If you are well versed with early retirement concept. You can skip to the next part

Early Retirement In Theory

  • At age between 30-50 when you are able to meet all your living expenses through returns from investments like Real Estate (rental income), Mutual Funds, Stocks (dividends) etc. Also known as passive income.
  • So you don’t have to actively work anymore to meet your expenses.
  • You live on investment returns post-inflation so your corpus will last forever beating inflation…theoretically.

Early Retirement in Practise

  • In reality people understand that if you retire early at age 30 or 40, you have 50-60 years to live after retirement.
  • So, to be safe and not bore to death :-)Early retirees develop a skill or hobby that they enjoy and which brings some cashflow to supplement their Retirement corpus.
  • So, most Early retiree do work, but in alignment with their life goals for example:
    • To do something they love
    • To earn money without stress & more work-life balance
    • To lead a healthy & active lifestyle

Early Retirement Meaning

Read more on The basics of Financial Independence and Retiring Early (F.I.R.E)

Disclaimer : This article is purely the author’s personal opinion. The author is not a certified financial planner. Seek the help of a certified financial planner for your individual situation.

Without further digressing let us get back to the business. If you have read up until here then you are really looking forward to Early retirement in India. We will tell you exactly what you need to know. Keep reading.

Math Behind Early Retirement

When everyone works till age 60, how can someone retire at age 30 or 40? Math is simple.

  • Invest a large enough Early Retirement Corpus in assets such as Equity, Debt and others which give you average annual returns of anywhere between 9-10% before inflation.
  • Assuming inflation at 6%, you are left with-3-4% returns after inflation to live on.
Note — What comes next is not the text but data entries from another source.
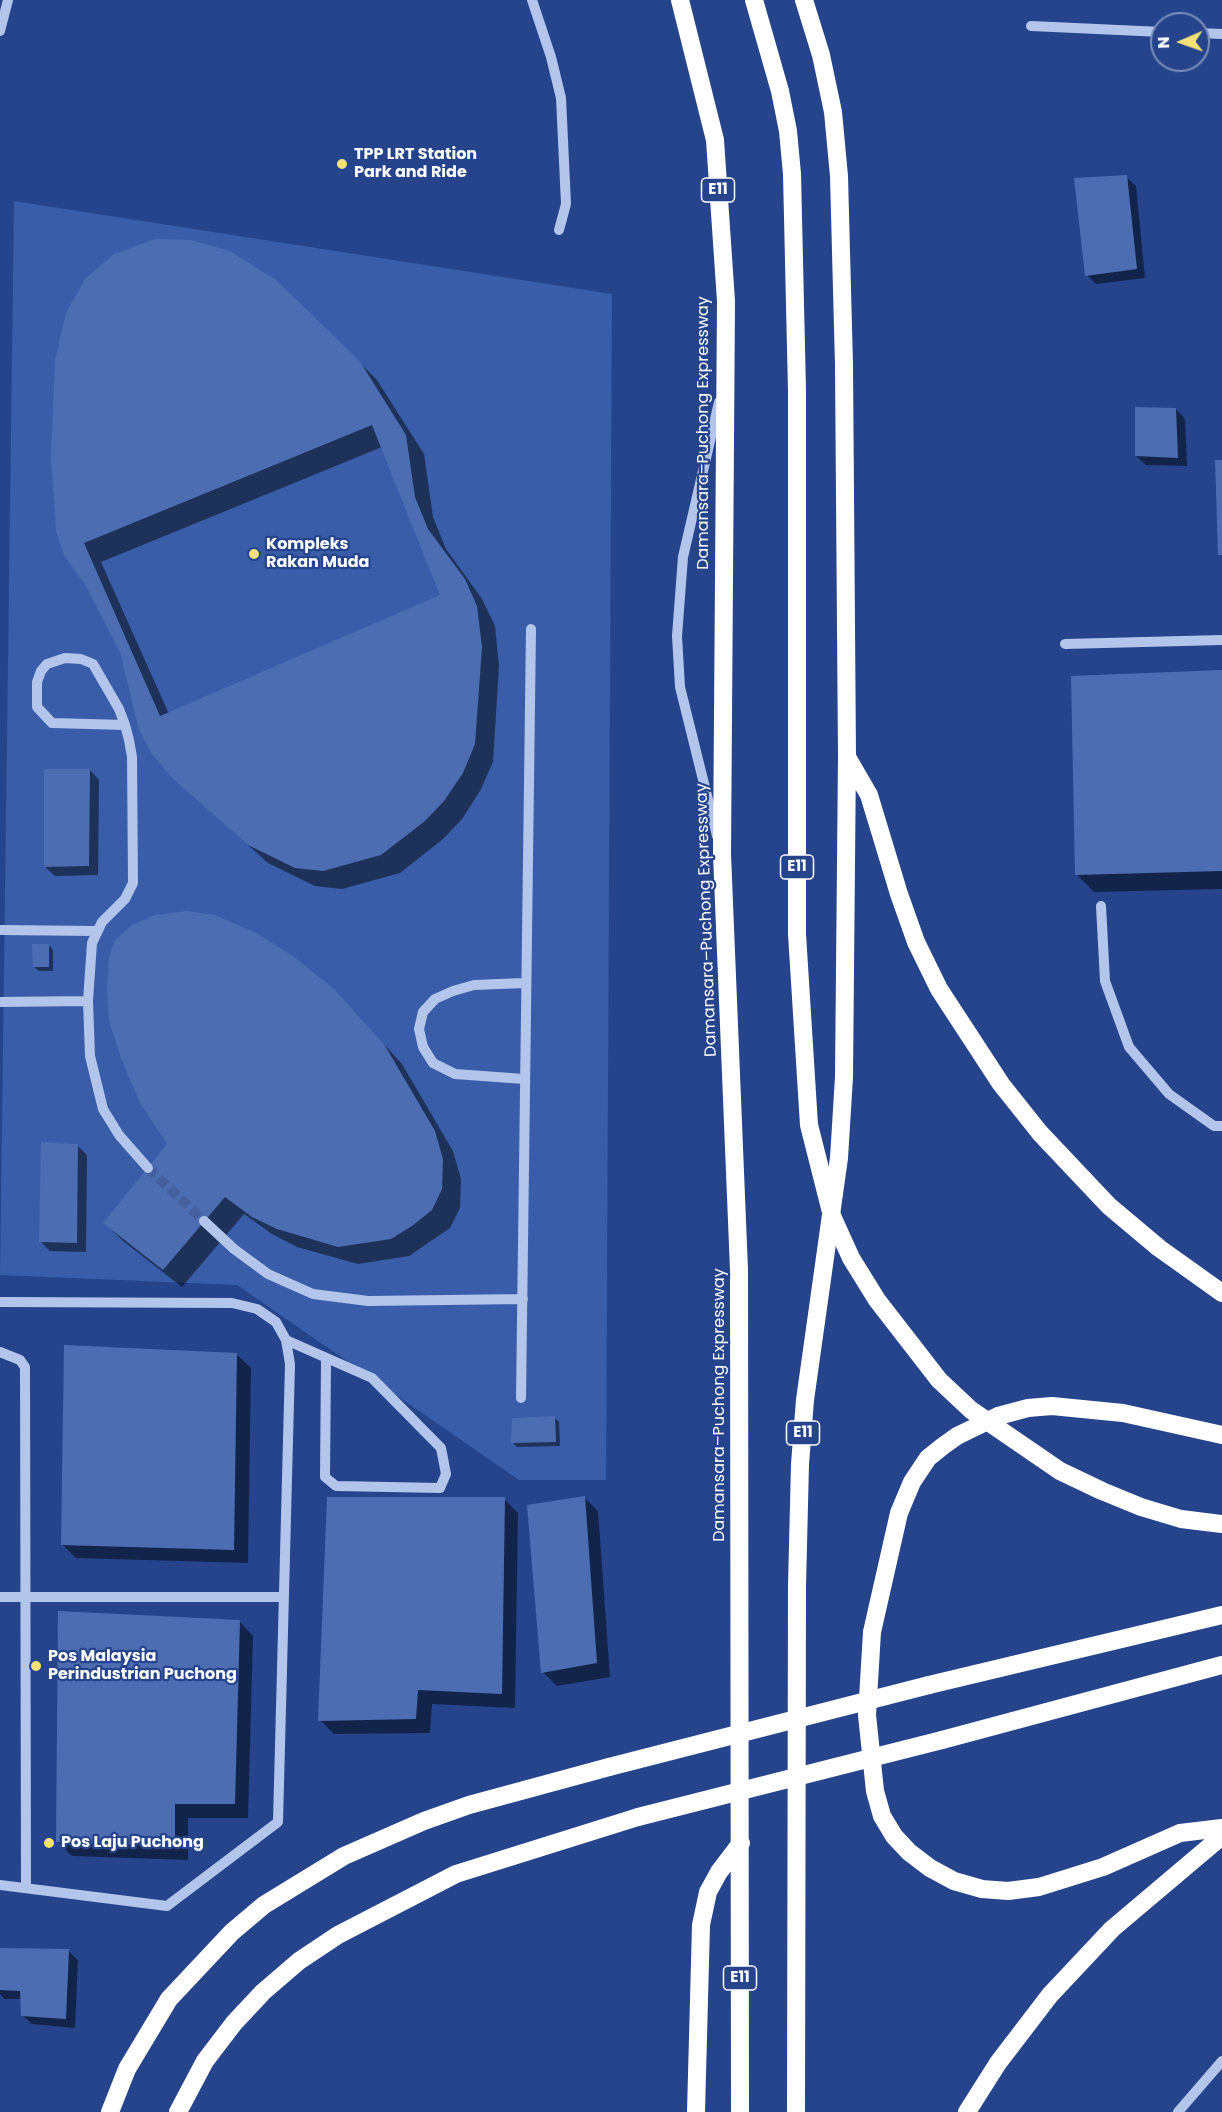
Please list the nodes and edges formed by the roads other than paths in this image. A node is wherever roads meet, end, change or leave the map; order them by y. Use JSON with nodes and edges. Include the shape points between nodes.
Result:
{"nodes":[{"id":1,"x":8,"y":0,"type":"edge"},
{"id":2,"x":532,"y":0,"type":"edge"},
{"id":3,"x":680,"y":0,"type":"edge"},
{"id":4,"x":754,"y":0,"type":"edge"},
{"id":5,"x":804,"y":0,"type":"edge"},
{"id":6,"x":1031,"y":26,"type":"dead end"},
{"id":7,"x":0,"y":31,"type":"edge"},
{"id":8,"x":1150,"y":31,"type":"edge"},
{"id":9,"x":559,"y":230,"type":"dead end"},
{"id":10,"x":723,"y":383,"type":"junction"},
{"id":11,"x":531,"y":629,"type":"dead end"},
{"id":12,"x":1222,"y":640,"type":"edge"},
{"id":13,"x":1065,"y":644,"type":"dead end"},
{"id":14,"x":125,"y":725,"type":"junction"},
{"id":15,"x":847,"y":756,"type":"junction"},
{"id":16,"x":722,"y":854,"type":"junction"},
{"id":17,"x":1101,"y":906,"type":"dead end"},
{"id":18,"x":0,"y":930,"type":"edge"},
{"id":19,"x":96,"y":931,"type":"junction"},
{"id":20,"x":525,"y":983,"type":"junction"},
{"id":21,"x":88,"y":1001,"type":"junction"},
{"id":22,"x":0,"y":1002,"type":"edge"},
{"id":23,"x":524,"y":1079,"type":"junction"},
{"id":24,"x":1222,"y":1126,"type":"edge"},
{"id":25,"x":148,"y":1168,"type":"tunnel mouth"},
{"id":26,"x":204,"y":1221,"type":"tunnel mouth"},
{"id":27,"x":1222,"y":1293,"type":"edge"},
{"id":28,"x":522,"y":1299,"type":"junction"},
{"id":29,"x":0,"y":1302,"type":"edge"},
{"id":30,"x":286,"y":1340,"type":"junction"},
{"id":31,"x":0,"y":1352,"type":"edge"},
{"id":32,"x":326,"y":1358,"type":"junction"},
{"id":33,"x":521,"y":1398,"type":"dead end"},
{"id":34,"x":1222,"y":1435,"type":"edge"},
{"id":35,"x":1222,"y":1524,"type":"edge"},
{"id":36,"x":0,"y":1597,"type":"edge"},
{"id":37,"x":28,"y":1597,"type":"junction"},
{"id":38,"x":282,"y":1597,"type":"junction"},
{"id":39,"x":1222,"y":1615,"type":"edge"},
{"id":40,"x":1222,"y":1665,"type":"edge"},
{"id":41,"x":1222,"y":1828,"type":"edge"},
{"id":42,"x":1222,"y":1836,"type":"edge"},
{"id":43,"x":741,"y":1843,"type":"junction"},
{"id":44,"x":0,"y":1885,"type":"edge"},
{"id":45,"x":26,"y":1888,"type":"junction"},
{"id":46,"x":1222,"y":2061,"type":"edge"},
{"id":47,"x":110,"y":2112,"type":"edge"},
{"id":48,"x":178,"y":2112,"type":"edge"},
{"id":49,"x":696,"y":2112,"type":"edge"},
{"id":50,"x":740,"y":2112,"type":"edge"},
{"id":51,"x":796,"y":2112,"type":"edge"},
{"id":52,"x":967,"y":2112,"type":"edge"},
{"id":53,"x":1178,"y":2112,"type":"edge"}],
"edges":[{"from":1,"to":7,"type":"street"},
{"from":2,"to":9,"type":"street","via":[[561,98],[566,204]]},
{"from":3,"to":10,"type":"highway","name":"Damansara–Puchong Expressway","number":"E11","via":[[715,140],[726,301]]},
{"from":4,"to":35,"type":"highway","number":"E11","bridge":true,"via":[[780,91],[792,174],[797,391],[797,934],[809,1125],[832,1216],[851,1258],[877,1300],[939,1380],[971,1410],[1060,1471],[1102,1491],[1141,1508],[1181,1519]]},
{"from":5,"to":15,"type":"highway","number":"E11","via":[[833,112],[839,176]]},
{"from":6,"to":8,"type":"street"},
{"from":10,"to":16,"type":"highway","name":"Damansara–Puchong Expressway","number":"E11"},
{"from":10,"to":16,"type":"street","via":[[683,557],[677,636],[680,687],[690,738]]},
{"from":11,"to":20,"type":"street"},
{"from":12,"to":13,"type":"street"},
{"from":14,"to":14,"type":"street","via":[[93,664],[65,658],[47,664],[37,682],[37,707],[52,723]]},
{"from":14,"to":19,"type":"street","via":[[132,758],[133,883],[125,899]]},
{"from":15,"to":27,"type":"highway","via":[[869,795],[916,942],[939,989],[1001,1084],[1040,1133],[1109,1206]]},
{"from":15,"to":51,"type":"highway","number":"E11","via":[[844,1077],[839,1158],[805,1400],[800,1464]]},
{"from":16,"to":43,"type":"highway","name":"Damansara–Puchong Expressway","number":"E11","via":[[739,1269]]},
{"from":17,"to":24,"type":"street","via":[[1105,981],[1129,1047],[1169,1094],[1214,1126]]},
{"from":18,"to":19,"type":"street"},
{"from":19,"to":21,"type":"street"},
{"from":20,"to":23,"type":"street"},
{"from":20,"to":23,"type":"street","via":[[474,985],[453,991],[435,999],[423,1012],[419,1029],[423,1047],[433,1063],[455,1074]]},
{"from":21,"to":22,"type":"street"},
{"from":21,"to":25,"type":"street","via":[[90,1056],[103,1109],[119,1135]]},
{"from":23,"to":28,"type":"street"},
{"from":26,"to":28,"type":"street","via":[[268,1274],[313,1294],[368,1301]]},
{"from":28,"to":33,"type":"street"},
{"from":29,"to":30,"type":"street","via":[[232,1304],[257,1310],[276,1322]]},
{"from":30,"to":32,"type":"street"},
{"from":30,"to":38,"type":"street","via":[[290,1364]]},
{"from":31,"to":37,"type":"street","via":[[20,1360],[26,1367]]},
{"from":32,"to":32,"type":"street","via":[[372,1378],[441,1448],[446,1474],[440,1488],[336,1486],[325,1477]]},
{"from":34,"to":41,"type":"highway","via":[[1123,1413],[1052,1406],[998,1416],[943,1446],[928,1458],[912,1482],[898,1514],[872,1632],[867,1715],[875,1791],[882,1816],[909,1852],[954,1881],[1008,1891],[1039,1887],[1103,1867],[1180,1833]]},
{"from":36,"to":37,"type":"street"},
{"from":37,"to":38,"type":"street"},
{"from":37,"to":45,"type":"street"},
{"from":38,"to":45,"type":"street","via":[[278,1822],[167,1906]]},
{"from":39,"to":47,"type":"highway","bridge":true,"via":[[929,1685],[470,1805],[344,1857],[264,1905],[199,1964],[146,2033]]},
{"from":40,"to":48,"type":"highway","bridge":true,"via":[[638,1817],[456,1874],[338,1935],[299,1961],[234,2023],[205,2061]]},
{"from":42,"to":52,"type":"highway","via":[[1112,1929],[1050,1995],[998,2062]]},
{"from":43,"to":49,"type":"highway","via":[[708,1892],[701,1925]]},
{"from":43,"to":50,"type":"highway","number":"E11"},
{"from":44,"to":45,"type":"street"},
{"from":46,"to":53,"type":"street"}]}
How Big Should Be Your Retirement Corpus?

(Not convinced you can save that much money, keep reading. We will tell you how to do it. And also share stories of two people who have done it)

  • We are targeting 25X as a starting target but will be most comfortable hanging our boots fully when we reach 40X.
  • However, we may take sabbatical or travel the world once we reach 25X. Check out our Semi-F.I.R.E lifestyle in Goa.

Making sure your Early Retirement Corpus will Last your lifetime

You have spent a decade or two saving up for your early retirement. Now how to be sure if you have saved-up enough or not?

“Safe Withdrawal Rate” answers this particular dilemma: How much can you spend in Early Retirement based on your savings.

In our blog post How long will your money last in Early Retirement we introduce our reader to a concept called “Safe Withdrawal Rate” (SWR).

SWR is a conservative estimate of how much you can safely withdraw annually from your nest egg without exhausting it completely before you die.

SWR approach balances between you having enough money every year to live comfortably after early retirement without depleting your corpus prematurely. Click To Tweet

Not convinced that Early Retirement is possible in India? Markets are too Unpredictable, what if something goes wrong etc…

Our Experiment Shows Early Retirement is Possible in India

We did an experiment in our blog post How long will your money last in Early Retirement. Where we assumed:

  • 50/50 stock/debt portfolio
  • Person retired with 25X corpus of 3 crores, based on Rs.12 lakhs annual expense.
  • Withdrawal Rate is 4%  in all scenarios

Tested these assumptions on different portfolio return:

  • 2% Real Rate of return*- 3 crores lasted for 34 years.
  • 3% Real Rate of return- 3 crores lasted for 42 years.
  • 4% Real Rate of return- 3 crores lasted for 64 years.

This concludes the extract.